He knows that, yet does it anyway.

The line comes out cramped and crooked from the angle, letters pressed too close together. It’s almost right. Close enough that his chest tightens as he stares at it, debating whether to erase it or let it stay. He doesn’t notice that he’d brought the notebook up to actually rest on the table.

That is, however, until Dustin notices.

Oooooh,” he says, a cheeky grin spreading across his face as he leans across the table. “What’s this? Secret notebook? Are you writing, like— poetry?” 

He reaches out, fingers hooking toward the edge of the notebook like he expects Mike to swat his hand away and laugh it off. Like this is nothing. Like it’s safe.

Mike yanks it back instantly.

Too fast. Too hard.

The notebook snaps shut with a sharp sound that slices cleanly through the noise around them.

For half a second, the table goes very quiet.

Mike’s heart slams into his ribs. He laughs— too quickly, too loud, too forced— and he shoves the notebook back into his bag like it’d burned him. 

“It’s nothing,” he says, even though his voice comes out strained. “Just homework.
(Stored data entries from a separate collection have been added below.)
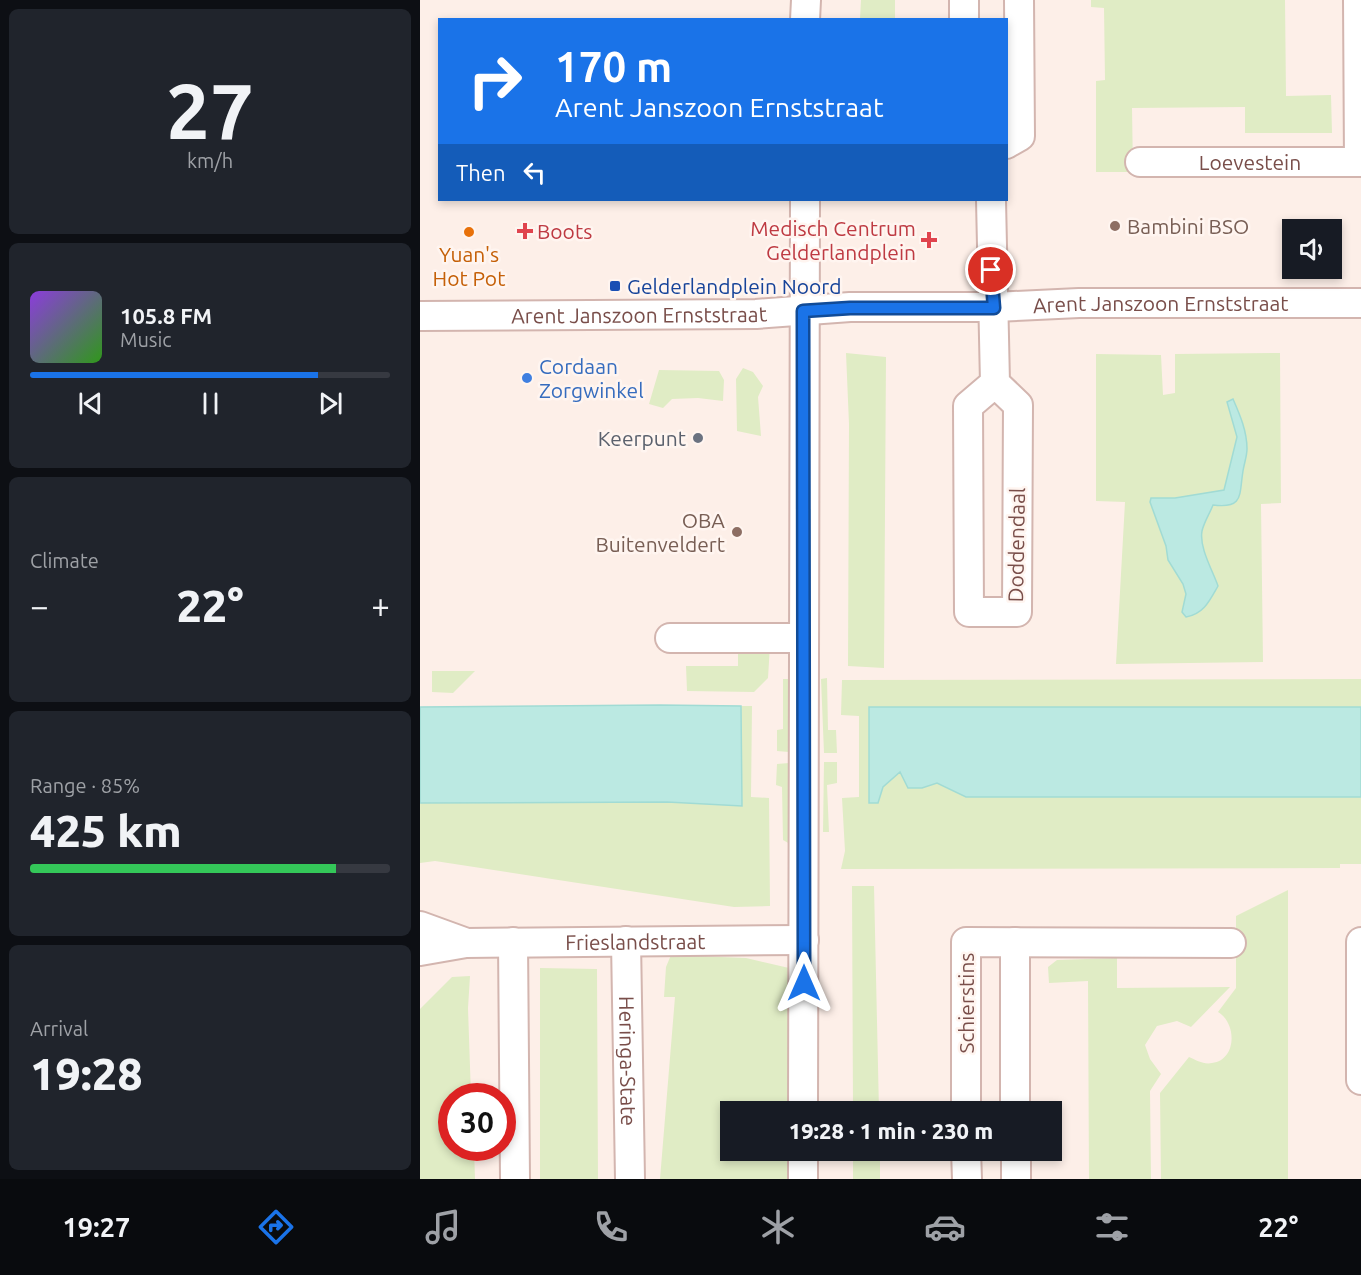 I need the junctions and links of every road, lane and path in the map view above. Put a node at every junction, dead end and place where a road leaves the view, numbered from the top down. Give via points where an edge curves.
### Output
1 (806, 0) edge
2 (963, 0) edge
3 (1019, 0) edge
4 (1358, 0) edge
5 (806, 18) edge
6 (964, 18) edge
7 (1008, 143) edge
8 (1140, 162) dead end
9 (1360, 162) edge
10 (805, 201) edge
11 (991, 201) edge
12 (1361, 303) edge
13 (994, 308) junction
14 (803, 311) junction
15 (420, 316) edge
16 (994, 383) junction
17 (669, 638) dead end
18 (804, 638) junction
19 (420, 926) edge
20 (804, 940) junction
21 (513, 942) junction
22 (626, 942) junction
23 (1015, 942) junction
24 (1361, 942) edge
25 (466, 943) junction
26 (1231, 943) dead end
27 (420, 951) edge
28 (1361, 1080) edge
29 (803, 1101) edge
30 (966, 1101) edge
31 (1015, 1101) edge
32 (803, 1161) edge
33 (966, 1161) edge
34 (1016, 1161) edge
35 (515, 1179) edge
36 (630, 1179) edge
37 (803, 1179) edge
38 (967, 1179) edge
39 (1016, 1179) edge

1 - 5 street
2 - 6 street
3 - 7 street via 1020,136
4 - 9 street, Loevestein
8 - 9 street, Loevestein
10 - 14 street
11 - 13 street
12 - 13 street, Arent Janszoon Ernststraat via 1079,303
13 - 14 street, Arent Janszoon Ernststraat
13 - 16 street
14 - 15 street, Arent Janszoon Ernststraat via 658,316
14 - 18 street
16 - 16 street, Doddendaal via 968,406 969,612 1017,612 1018,405
17 - 18 street
18 - 20 street
19 - 25 street, Frieslandstraat
20 - 22 street, Frieslandstraat
20 - 29 street
21 - 22 street, Frieslandstraat
21 - 25 street, Frieslandstraat
21 - 35 street
22 - 36 street, Heringa-State
23 - 26 street, Schierstins
23 - 30 street, Schierstins via 966,942
23 - 31 street
24 - 28 street
25 - 27 street, Frieslandstraat
32 - 37 street
33 - 38 street
34 - 39 street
You’re annoying.”

Dustin laughs, hands raised in mock surrender. “Okay, okay, jeez. Didn’t know I was poking into top-secret Wheeler business.”

Lucas’s eyebrows lift ever so slightly.

Will doesn’t say anything. He just looks at Mike, something unreadable flickering across his face before he turns away again.
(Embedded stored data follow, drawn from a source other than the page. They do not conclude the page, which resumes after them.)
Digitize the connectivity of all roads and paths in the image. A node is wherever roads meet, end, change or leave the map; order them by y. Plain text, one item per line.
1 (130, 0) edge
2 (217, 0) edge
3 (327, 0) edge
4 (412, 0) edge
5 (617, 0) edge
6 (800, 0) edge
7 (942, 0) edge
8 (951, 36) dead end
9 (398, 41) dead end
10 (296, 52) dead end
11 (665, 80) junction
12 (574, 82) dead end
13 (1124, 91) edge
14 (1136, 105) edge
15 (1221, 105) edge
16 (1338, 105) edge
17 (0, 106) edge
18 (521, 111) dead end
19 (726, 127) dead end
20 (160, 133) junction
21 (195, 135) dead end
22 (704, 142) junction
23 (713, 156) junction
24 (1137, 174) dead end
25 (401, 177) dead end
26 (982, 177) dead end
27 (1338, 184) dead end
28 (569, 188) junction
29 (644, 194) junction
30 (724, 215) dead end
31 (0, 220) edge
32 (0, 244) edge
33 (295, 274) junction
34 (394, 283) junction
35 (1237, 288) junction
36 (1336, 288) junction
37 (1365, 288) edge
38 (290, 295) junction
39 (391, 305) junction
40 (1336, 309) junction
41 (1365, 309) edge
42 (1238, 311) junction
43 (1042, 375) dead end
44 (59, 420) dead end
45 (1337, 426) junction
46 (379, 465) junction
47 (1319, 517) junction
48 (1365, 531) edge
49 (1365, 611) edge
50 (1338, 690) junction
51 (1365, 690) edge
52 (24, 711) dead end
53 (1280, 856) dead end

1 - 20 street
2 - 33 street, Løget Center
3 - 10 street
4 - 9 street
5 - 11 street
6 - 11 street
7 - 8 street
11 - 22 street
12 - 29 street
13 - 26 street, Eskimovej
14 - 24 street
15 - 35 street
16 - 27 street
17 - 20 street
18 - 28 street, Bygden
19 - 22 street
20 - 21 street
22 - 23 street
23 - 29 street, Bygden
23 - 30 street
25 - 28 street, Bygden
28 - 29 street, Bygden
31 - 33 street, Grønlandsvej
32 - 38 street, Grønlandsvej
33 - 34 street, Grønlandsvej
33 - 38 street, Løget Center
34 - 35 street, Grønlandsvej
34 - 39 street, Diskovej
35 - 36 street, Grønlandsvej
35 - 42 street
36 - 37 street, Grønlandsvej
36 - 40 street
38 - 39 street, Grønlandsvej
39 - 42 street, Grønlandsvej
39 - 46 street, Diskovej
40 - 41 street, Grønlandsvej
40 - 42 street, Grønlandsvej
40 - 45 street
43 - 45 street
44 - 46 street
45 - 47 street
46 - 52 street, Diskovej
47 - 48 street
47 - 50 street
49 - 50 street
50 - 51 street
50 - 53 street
The conversation eventually stumbles back to life.

Mike doesn’t reach for the notebook.

He doesn’t even touch his bag again.

By the time the bell rings, one thing is painfully clear.

This isn’t where it’s supposed to happen.

——

The second Mike enters his home he heads straight for his room. He shuts the door behind him and leans back against it for a second, breathing out slowly. The house is quiet in that familiar late-afternoon way— his parents still out, the television downstairs muted.

Safe.

He sits on the edge of his bed, leaning over to unzip his backpack and grab the notebook out. He flips to the page from lunch— it’s practically the same. The line is still there, faintly smudged where his palm brushed it.

It’s close.

Too close to ignore, yet too close to fix.
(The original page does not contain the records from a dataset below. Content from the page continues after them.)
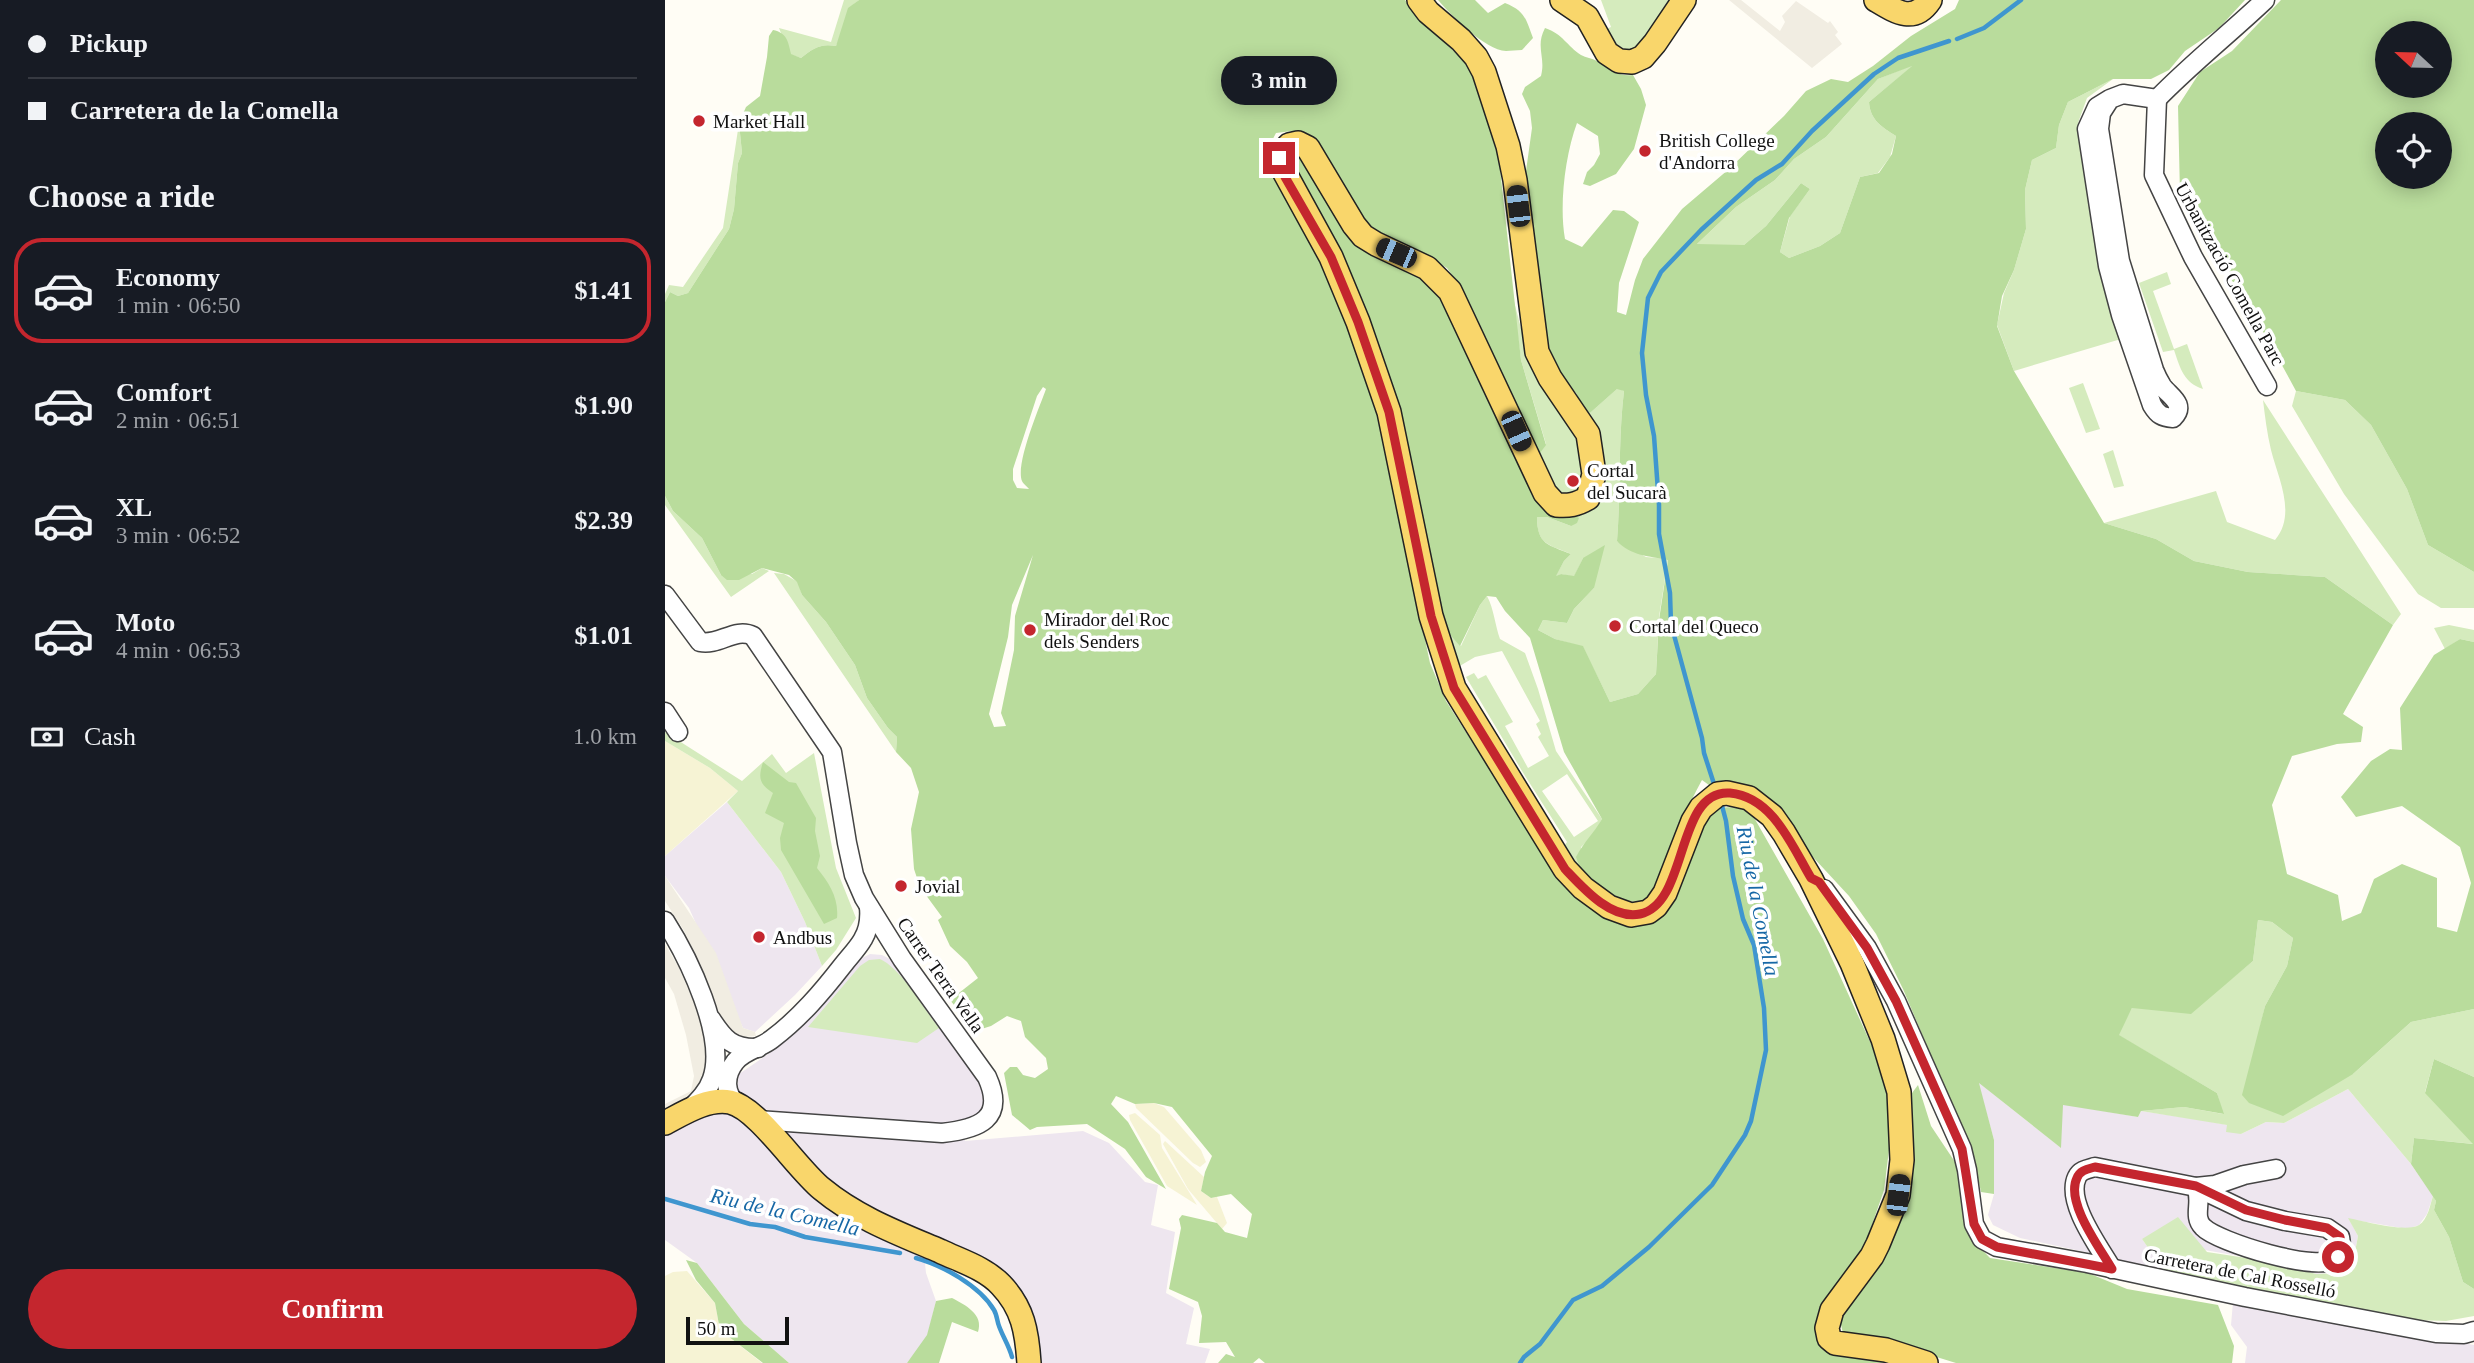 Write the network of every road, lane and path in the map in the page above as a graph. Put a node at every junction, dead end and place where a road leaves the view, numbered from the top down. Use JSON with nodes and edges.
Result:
{"nodes":[{"id":1,"x":1419,"y":0,"type":"edge"},
{"id":2,"x":1562,"y":0,"type":"edge"},
{"id":3,"x":1684,"y":0,"type":"edge"},
{"id":4,"x":1876,"y":0,"type":"edge"},
{"id":5,"x":1930,"y":0,"type":"edge"},
{"id":6,"x":2265,"y":0,"type":"edge"},
{"id":7,"x":2110,"y":99,"type":"junction"},
{"id":8,"x":2157,"y":99,"type":"junction"},
{"id":9,"x":2267,"y":386,"type":"dead end"},
{"id":10,"x":665,"y":595,"type":"edge"},
{"id":11,"x":665,"y":712,"type":"edge"},
{"id":12,"x":678,"y":732,"type":"dead end"},
{"id":13,"x":1811,"y":878,"type":"junction"},
{"id":14,"x":869,"y":907,"type":"junction"},
{"id":15,"x":665,"y":921,"type":"edge"},
{"id":16,"x":902,"y":959,"type":"junction"},
{"id":17,"x":842,"y":967,"type":"junction"},
{"id":18,"x":708,"y":1015,"type":"junction"},
{"id":19,"x":758,"y":1048,"type":"junction"},
{"id":20,"x":713,"y":1077,"type":"junction"},
{"id":21,"x":738,"y":1105,"type":"junction"},
{"id":22,"x":687,"y":1111,"type":"junction"},
{"id":23,"x":759,"y":1119,"type":"junction"},
{"id":24,"x":665,"y":1123,"type":"edge"},
{"id":25,"x":2276,"y":1169,"type":"dead end"},
{"id":26,"x":2196,"y":1186,"type":"junction"},
{"id":27,"x":2112,"y":1269,"type":"junction"},
{"id":28,"x":2474,"y":1331,"type":"edge"},
{"id":29,"x":1029,"y":1363,"type":"edge"},
{"id":30,"x":1926,"y":1363,"type":"edge"}],
"edges":[{"from":1,"to":13,"type":"main road"},
{"from":2,"to":3,"type":"main road"},
{"from":4,"to":5,"type":"main road"},
{"from":6,"to":8,"type":"street"},
{"from":7,"to":7,"type":"street"},
{"from":7,"to":8,"type":"street"},
{"from":8,"to":9,"type":"street","name":"Urbanització Comella Parc"},
{"from":10,"to":14,"type":"street","name":"Carrer Terra Vella"},
{"from":11,"to":12,"type":"street"},
{"from":13,"to":27,"type":"street","name":"Carretera de Cal Rosselló"},
{"from":13,"to":30,"type":"main road"},
{"from":14,"to":16,"type":"street","name":"Carrer Terra Vella"},
{"from":14,"to":17,"type":"street"},
{"from":15,"to":18,"type":"street"},
{"from":16,"to":17,"type":"street"},
{"from":16,"to":23,"type":"street","name":"Carrer Terra Vella"},
{"from":17,"to":19,"type":"street"},
{"from":18,"to":19,"type":"street"},
{"from":18,"to":20,"type":"street"},
{"from":19,"to":20,"type":"street"},
{"from":19,"to":21,"type":"street"},
{"from":20,"to":22,"type":"street"},
{"from":21,"to":22,"type":"main road"},
{"from":21,"to":23,"type":"main road"},
{"from":22,"to":24,"type":"main road"},
{"from":23,"to":29,"type":"main road"},
{"from":25,"to":26,"type":"street"},
{"from":26,"to":26,"type":"street"},
{"from":26,"to":27,"type":"street"},
{"from":27,"to":28,"type":"street","name":"Carretera de Cal Rosselló"}]}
He stares at it for a long moment, pencil hovering over the lines, then sighs and lets his hand drop. 

He’s tired of fighting it. So, so tired.

That’s when he notices the guitar.

It’s been leaning against his desk the whole time, exactly where he left it who knows how long ago. The strap is worn and twisted, one string slightly out of tune. Ordinary. Familiar. Something he’s had for years without ever really thinking about it.

Mike looks at it anyway.

He hums the line under his breath without meaning to. Just once. Quiet enough that it barely counts. 

The rhythm clicks into place like it’s the missing puzzle piece he’d been searching for all along.

His fingers tap against his knee, already counting something out before he realizes what he’s doing. The melody doesn’t feel forced. It also doesn’t feel fragile.

It just… exists.

Oh.

He stands and grabs the guitar before he can talk himself out of it, then returns to the edge of his bed.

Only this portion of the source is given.